= Rowlandville, Philadelphia =

Historic neighborhood in North Philadelphia

Rowlandville was a North Philadelphia neighborhood along the Tacony Creek near present-day Wyoming Avenue. The name Rowlandville is no longer used; the neighborhood has been absorbed into present-day Juniata Park and Feltonville.

It was bounded by Feltonville to the east/northeast, Juniata Park and Golf Course to the south, Greenwood Cemetery and Tacony Creek Park to the north and Frankford to the east. It was formed about where the Wingohocking Creek merges with the Tacony Creek. Fisher's Lane Bridge still stands near the center of the neighborhood.

== History ==
Early settlement concentrated about a saw manufacturer here, a paper mill and a wagon-spring manufacturer. Founded in 1732, The Rowland Company was the brainchild of Benjamin Rowland, "a descendant of John Rowland who arrived in America with William Penn in 1682." As the "oldest continuing company" in Pennsylvania, it is the third oldest in the country.

William Rowland (1780-1857) had a mill saw factory on the Tacony Creek in 1843. Sons of Benjamin Rowland named their concern The William and Harvey Rowland Company, which succeeded into the 19th century. They made wagon and coach springs. There was also the Benjamin Rowland shovel factory located on Tacony Creek that made spades as well. It was under Benjamin Rowland, Jr., Thomas Rowland and Thomas Rowland, Jr., as well.

A school was erected here in 1846 that was used by the Philadelphia school board in 1886 until the erection of the Rolandville School nearby in 1891. Another schoolhouse was erected in 1889 at Fishers Lane & Wyoming Avenue.

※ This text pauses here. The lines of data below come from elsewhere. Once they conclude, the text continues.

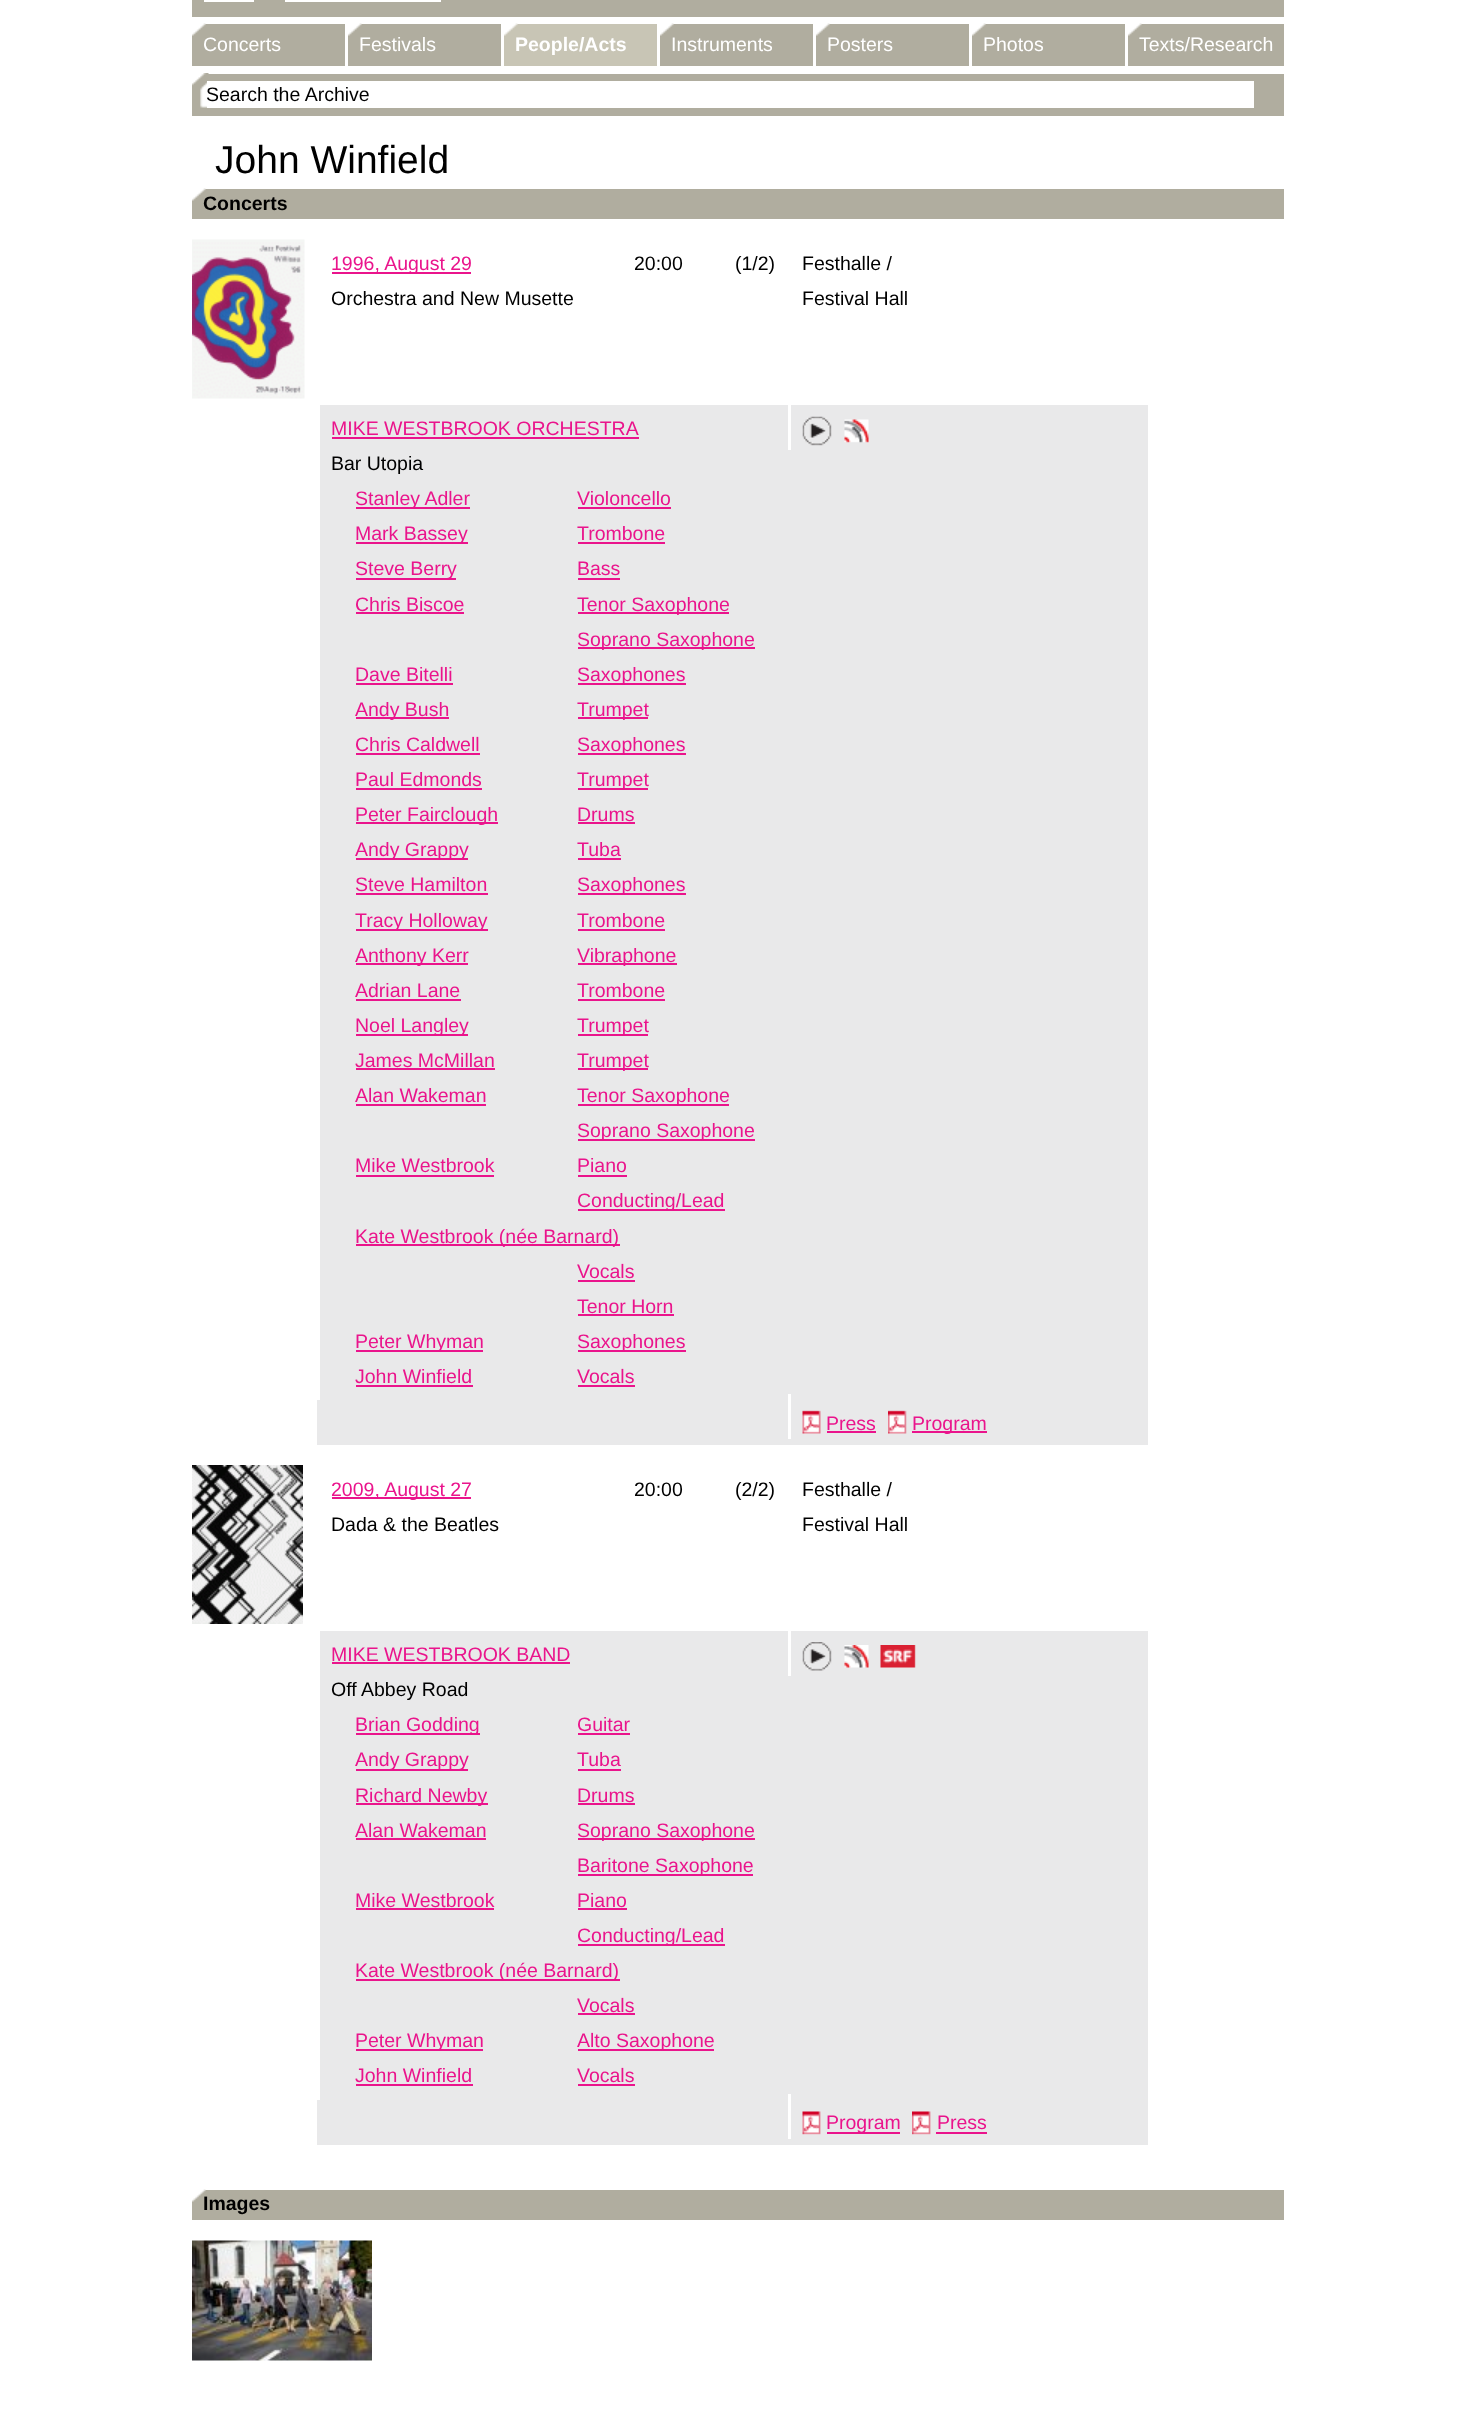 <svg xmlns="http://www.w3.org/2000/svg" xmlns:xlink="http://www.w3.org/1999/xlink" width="1474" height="2417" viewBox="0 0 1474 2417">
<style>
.cls-1{font:19.5px Liberation Sans;fill:#ffffff}
.cls-2{font:bold 19.5px Liberation Sans;fill:#ffffff}
.cls-3{font:19.5px Liberation Sans;fill:#000000}
.cls-4{font:39px Liberation Sans;fill:#000000}
.cls-5{font:bold 19.5px Liberation Sans;fill:#000000}
.cls-6{font:19.5px Liberation Sans;fill:#ea148c}
</style>
<rect width="100%" height="100%" fill="#ffffff"/>
<rect fill="#b0ad9f" x="192" y="0" width="1092" height="17"/>
<rect fill="#ffffff" x="204" y="0" width="50" height="2"/>
<rect fill="#ffffff" x="285" y="0" width="156" height="2"/>
<rect fill="#b0ad9f" x="192" y="24" width="153" height="42"/>
<image xlink:href="image0.png" x="192" y="23" width="14" height="13"/>
<rect fill="#b0ad9f" x="348" y="24" width="153" height="42"/>
<image xlink:href="image0.png" x="348" y="23" width="14" height="13"/>
<rect fill="#c8c5b5" x="504" y="24" width="153" height="42"/>
<image xlink:href="image1.png" x="504" y="23" width="14" height="13"/>
<rect fill="#b0ad9f" x="660" y="24" width="153" height="42"/>
<image xlink:href="image0.png" x="660" y="23" width="14" height="13"/>
<rect fill="#b0ad9f" x="816" y="24" width="153" height="42"/>
<image xlink:href="image0.png" x="816" y="23" width="14" height="13"/>
<rect fill="#b0ad9f" x="972" y="24" width="153" height="42"/>
<image xlink:href="image0.png" x="972" y="23" width="14" height="13"/>
<rect fill="#b0ad9f" x="1128" y="24" width="156" height="42"/>
<image xlink:href="image0.png" x="1128" y="23" width="14" height="13"/>
<rect fill="#b0ad9f" x="192" y="74" width="1092" height="42"/>
<image xlink:href="image2.png" x="192" y="73" width="17" height="35"/>
<rect fill="#ffffff" x="207" y="81" width="1047" height="27"/>
<rect fill="#b0ad9f" x="192" y="189" width="1092" height="30"/>
<image xlink:href="image0.png" x="192" y="188" width="14" height="13"/>
<image xlink:href="image3.png" x="192" y="239" width="113" height="160"/>
<rect fill="#ea148c" x="332" y="272" width="139" height="2"/>
<rect fill="#e9e9ea" x="317" y="405" width="831" height="1040"/>
<rect fill="#ffffff" x="317" y="405" width="3" height="995"/>
<rect fill="#ea148c" x="332" y="437" width="307" height="2"/>
<rect fill="#ea148c" x="356" y="507" width="114" height="2"/>
<rect fill="#ea148c" x="578" y="507" width="93" height="2"/>
<rect fill="#ea148c" x="356" y="542" width="112" height="2"/>
<rect fill="#ea148c" x="578" y="542" width="87" height="2"/>
<rect fill="#ea148c" x="356" y="578" width="100" height="2"/>
<rect fill="#ea148c" x="578" y="578" width="42" height="2"/>
<rect fill="#ea148c" x="356" y="612" width="108" height="2"/>
<rect fill="#ea148c" x="578" y="612" width="151" height="2"/>
<rect fill="#ea148c" x="578" y="647" width="177" height="2"/>
<rect fill="#ea148c" x="356" y="683" width="97" height="2"/>
<rect fill="#ea148c" x="578" y="683" width="108" height="2"/>
<rect fill="#ea148c" x="356" y="717" width="93" height="2"/>
<rect fill="#ea148c" x="578" y="717" width="70" height="2"/>
<rect fill="#ea148c" x="356" y="753" width="124" height="2"/>
<rect fill="#ea148c" x="578" y="753" width="108" height="2"/>
<rect fill="#ea148c" x="356" y="788" width="126" height="2"/>
<rect fill="#ea148c" x="578" y="788" width="70" height="2"/>
<rect fill="#ea148c" x="356" y="822" width="142" height="2"/>
<rect fill="#ea148c" x="578" y="822" width="57" height="2"/>
<rect fill="#ea148c" x="356" y="858" width="112" height="2"/>
<rect fill="#ea148c" x="578" y="858" width="43" height="2"/>
<rect fill="#ea148c" x="356" y="893" width="132" height="2"/>
<rect fill="#ea148c" x="578" y="893" width="108" height="2"/>
<rect fill="#ea148c" x="356" y="929" width="132" height="2"/>
<rect fill="#ea148c" x="578" y="929" width="87" height="2"/>
<rect fill="#ea148c" x="356" y="963" width="112" height="2"/>
<rect fill="#ea148c" x="578" y="963" width="99" height="2"/>
<rect fill="#ea148c" x="356" y="999" width="105" height="2"/>
<rect fill="#ea148c" x="578" y="999" width="87" height="2"/>
<rect fill="#ea148c" x="356" y="1034" width="112" height="2"/>
<rect fill="#ea148c" x="578" y="1034" width="70" height="2"/>
<rect fill="#ea148c" x="356" y="1068" width="139" height="2"/>
<rect fill="#ea148c" x="578" y="1068" width="70" height="2"/>
<rect fill="#ea148c" x="356" y="1104" width="130" height="2"/>
<rect fill="#ea148c" x="578" y="1104" width="151" height="2"/>
<rect fill="#ea148c" x="578" y="1139" width="177" height="2"/>
<rect fill="#ea148c" x="356" y="1175" width="138" height="2"/>
<rect fill="#ea148c" x="578" y="1175" width="49" height="2"/>
<rect fill="#ea148c" x="578" y="1209" width="147" height="2"/>
<rect fill="#ea148c" x="356" y="1244" width="264" height="2"/>
<rect fill="#ea148c" x="578" y="1280" width="57" height="2"/>
<rect fill="#ea148c" x="578" y="1314" width="96" height="2"/>
<rect fill="#ea148c" x="356" y="1350" width="127" height="2"/>
<rect fill="#ea148c" x="578" y="1350" width="108" height="2"/>
<rect fill="#ea148c" x="356" y="1385" width="117" height="2"/>
<rect fill="#ea148c" x="578" y="1385" width="57" height="2"/>
<rect fill="#ffffff" x="788" y="405" width="3" height="45"/>
<image xlink:href="image4.png" x="802" y="416" width="30" height="30"/>
<image xlink:href="image5.png" x="844" y="419" width="25" height="24"/>
<rect fill="#ffffff" x="788" y="1394" width="3" height="45"/>
<image xlink:href="image6.png" x="802" y="1410" width="19" height="24"/>
<rect fill="#ea148c" x="827" y="1431" width="49" height="2"/>
<image xlink:href="image7.png" x="888" y="1410" width="19" height="24"/>
<rect fill="#ea148c" x="912" y="1431" width="75" height="2"/>
<image xlink:href="image8.png" x="192" y="1465" width="111" height="159"/>
<rect fill="#ea148c" x="332" y="1497" width="139" height="2"/>
<rect fill="#e9e9ea" x="317" y="1631" width="831" height="514"/>
<rect fill="#ffffff" x="317" y="1631" width="3" height="469"/>
<rect fill="#ea148c" x="332" y="1662" width="238" height="2"/>
<rect fill="#ea148c" x="356" y="1733" width="124" height="2"/>
<rect fill="#ea148c" x="578" y="1733" width="52" height="2"/>
<rect fill="#ea148c" x="356" y="1769" width="112" height="2"/>
<rect fill="#ea148c" x="578" y="1769" width="43" height="2"/>
<rect fill="#ea148c" x="356" y="1803" width="132" height="2"/>
<rect fill="#ea148c" x="578" y="1803" width="57" height="2"/>
<rect fill="#ea148c" x="356" y="1838" width="130" height="2"/>
<rect fill="#ea148c" x="578" y="1838" width="177" height="2"/>
<rect fill="#ea148c" x="578" y="1874" width="175" height="2"/>
<rect fill="#ea148c" x="356" y="1908" width="138" height="2"/>
<rect fill="#ea148c" x="578" y="1908" width="49" height="2"/>
<rect fill="#ea148c" x="578" y="1944" width="147" height="2"/>
<rect fill="#ea148c" x="356" y="1979" width="264" height="2"/>
<rect fill="#ea148c" x="578" y="2013" width="57" height="2"/>
<rect fill="#ea148c" x="356" y="2049" width="127" height="2"/>
<rect fill="#ea148c" x="578" y="2049" width="136" height="2"/>
<rect fill="#ea148c" x="356" y="2084" width="117" height="2"/>
<rect fill="#ea148c" x="578" y="2084" width="57" height="2"/>
<rect fill="#ffffff" x="788" y="1631" width="3" height="45"/>
<image xlink:href="image9.png" x="802" y="1642" width="30" height="29"/>
<image xlink:href="image10.png" x="844" y="1645" width="25" height="23"/>
<image xlink:href="image11.png" x="880" y="1645" width="36" height="23"/>
<rect fill="#ffffff" x="788" y="2094" width="3" height="45"/>
<image xlink:href="image12.png" x="802" y="2111" width="19" height="24"/>
<rect fill="#ea148c" x="827" y="2132" width="73" height="2"/>
<image xlink:href="image13.png" x="912" y="2111" width="19" height="24"/>
<rect fill="#ea148c" x="936" y="2132" width="51" height="2"/>
<rect fill="#b0ad9f" x="192" y="2190" width="1092" height="30"/>
<image xlink:href="image0.png" x="192" y="2189" width="14" height="13"/>
<image xlink:href="image14.png" x="192" y="2240" width="180" height="121"/>
<text class="cls-1" x="203" y="51">Concerts</text>
<text class="cls-1" x="359" y="51">Festivals</text>
<text class="cls-2" x="515" y="51">People/Acts</text>
<text class="cls-1" x="671" y="51">Instruments</text>
<text class="cls-1" x="827" y="51">Posters</text>
<text class="cls-1" x="983" y="51">Photos</text>
<text class="cls-1" x="1139" y="51">Texts/Research</text>
<text class="cls-3" x="206" y="101">Search the Archive</text>
<text class="cls-4" x="215" y="173">John Winfield</text>
<text class="cls-5" x="203" y="210">Concerts</text>
<text class="cls-6" x="331" y="270">1996, August 29</text>
<text class="cls-3" x="331" y="305">Orchestra and New Musette</text>
<text class="cls-3" x="634" y="270">20:00</text>
<text class="cls-3" x="735" y="270">(1/2)</text>
<text class="cls-3"><tspan x="802" y="270">Festhalle /</tspan><tspan x="802" y="305">Festival Hall</tspan></text>
<text class="cls-6" x="331" y="435">MIKE WESTBROOK ORCHESTRA</text>
<text class="cls-3" x="331" y="470">Bar Utopia</text>
<text class="cls-6" x="355" y="505">Stanley Adler</text>
<text class="cls-6" x="577" y="505">Violoncello</text>
<text class="cls-6" x="355" y="540">Mark Bassey</text>
<text class="cls-6" x="577" y="540">Trombone</text>
<text class="cls-6" x="355" y="575">Steve Berry</text>
<text class="cls-6" x="577" y="575">Bass</text>
<text class="cls-6" x="355" y="611">Chris Biscoe</text>
<text class="cls-6"><tspan x="577" y="611">Tenor Saxophone</tspan><tspan x="577" y="646">Soprano Saxophone</tspan></text>
<text class="cls-6" x="355" y="681">Dave Bitelli</text>
<text class="cls-6" x="577" y="681">Saxophones</text>
<text class="cls-6" x="355" y="716">Andy Bush</text>
<text class="cls-6" x="577" y="716">Trumpet</text>
<text class="cls-6" x="355" y="751">Chris Caldwell</text>
<text class="cls-6" x="577" y="751">Saxophones</text>
<text class="cls-6" x="355" y="786">Paul Edmonds</text>
<text class="cls-6" x="577" y="786">Trumpet</text>
<text class="cls-6" x="355" y="821">Peter Fairclough</text>
<text class="cls-6" x="577" y="821">Drums</text>
<text class="cls-6" x="355" y="856">Andy Grappy</text>
<text class="cls-6" x="577" y="856">Tuba</text>
<text class="cls-6" x="355" y="891">Steve Hamilton</text>
<text class="cls-6" x="577" y="891">Saxophones</text>
<text class="cls-6" x="355" y="927">Tracy Holloway</text>
<text class="cls-6" x="577" y="927">Trombone</text>
<text class="cls-6" x="355" y="962">Anthony Kerr</text>
<text class="cls-6" x="577" y="962">Vibraphone</text>
<text class="cls-6" x="355" y="997">Adrian Lane</text>
<text class="cls-6" x="577" y="997">Trombone</text>
<text class="cls-6" x="355" y="1032">Noel Langley</text>
<text class="cls-6" x="577" y="1032">Trumpet</text>
<text class="cls-6" x="355" y="1067">James McMillan</text>
<text class="cls-6" x="577" y="1067">Trumpet</text>
<text class="cls-6" x="355" y="1102">Alan Wakeman</text>
<text class="cls-6"><tspan x="577" y="1102">Tenor Saxophone</tspan><tspan x="577" y="1137">Soprano Saxophone</tspan></text>
<text class="cls-6" x="355" y="1172">Mike Westbrook</text>
<text class="cls-6"><tspan x="577" y="1172">Piano</tspan><tspan x="577" y="1207">Conducting/Lead</tspan></text>
<text class="cls-6" x="355" y="1243">Kate Westbrook (née Barnard)</text>
<text class="cls-6"><tspan x="577" y="1278">Vocals</tspan><tspan x="577" y="1313">Tenor Horn</tspan></text>
<text class="cls-6" x="355" y="1348">Peter Whyman</text>
<text class="cls-6" x="577" y="1348">Saxophones</text>
<text class="cls-6" x="355" y="1383">John Winfield</text>
<text class="cls-6" x="577" y="1383">Vocals</text>
<text class="cls-6" x="826" y="1430">Press</text>
<text class="cls-6" x="912" y="1430">Program</text>
<text class="cls-6" x="331" y="1496">2009, August 27</text>
<text class="cls-3" x="331" y="1531">Dada &amp; the Beatles</text>
<text class="cls-3" x="634" y="1496">20:00</text>
<text class="cls-3" x="735" y="1496">(2/2)</text>
<text class="cls-3"><tspan x="802" y="1496">Festhalle /</tspan><tspan x="802" y="1531">Festival Hall</tspan></text>
<text class="cls-6" x="331" y="1661">MIKE WESTBROOK BAND</text>
<text class="cls-3" x="331" y="1696">Off Abbey Road</text>
<text class="cls-6" x="355" y="1731">Brian Godding</text>
<text class="cls-6" x="577" y="1731">Guitar</text>
<text class="cls-6" x="355" y="1766">Andy Grappy</text>
<text class="cls-6" x="577" y="1766">Tuba</text>
<text class="cls-6" x="355" y="1802">Richard Newby</text>
<text class="cls-6" x="577" y="1802">Drums</text>
<text class="cls-6" x="355" y="1837">Alan Wakeman</text>
<text class="cls-6"><tspan x="577" y="1837">Soprano Saxophone</tspan><tspan x="577" y="1872">Baritone Saxophone</tspan></text>
<text class="cls-6" x="355" y="1907">Mike Westbrook</text>
<text class="cls-6"><tspan x="577" y="1907">Piano</tspan><tspan x="577" y="1942">Conducting/Lead</tspan></text>
<text class="cls-6" x="355" y="1977">Kate Westbrook (née Barnard)</text>
<text class="cls-6" x="577" y="2012">Vocals</text>
<text class="cls-6" x="355" y="2047">Peter Whyman</text>
<text class="cls-6" x="577" y="2047">Alto Saxophone</text>
<text class="cls-6" x="355" y="2082">John Winfield</text>
<text class="cls-6" x="577" y="2082">Vocals</text>
<text class="cls-6" x="826" y="2129">Program</text>
<text class="cls-6" x="937" y="2129">Press</text>
<text class="cls-5" x="203" y="2210">Images</text>
</svg>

Campbell's Old Towns and Districts of Philadelphia states:Rowlandville lay along Fisher lane and the Tacony creek, under the Wyoming avenue viaduct, north of the junction with the Wingohocking creek. The Rowlands of Milltown (now Cheltenham) established the manufacture of wagon springs here in 1842; the factory, operated for years by William and Harvey Rowland, is gone, but Fisher lane still runs to the east, crossing the Tacony by a stone bridge (1796), and leading up the hill to Ramona avenue, near the Sears-Roebuck store. Wyoming Villa was near D and Wyoming avenue, at a point where Fisher lane ran north and south, northeast of Greenmount cemetery.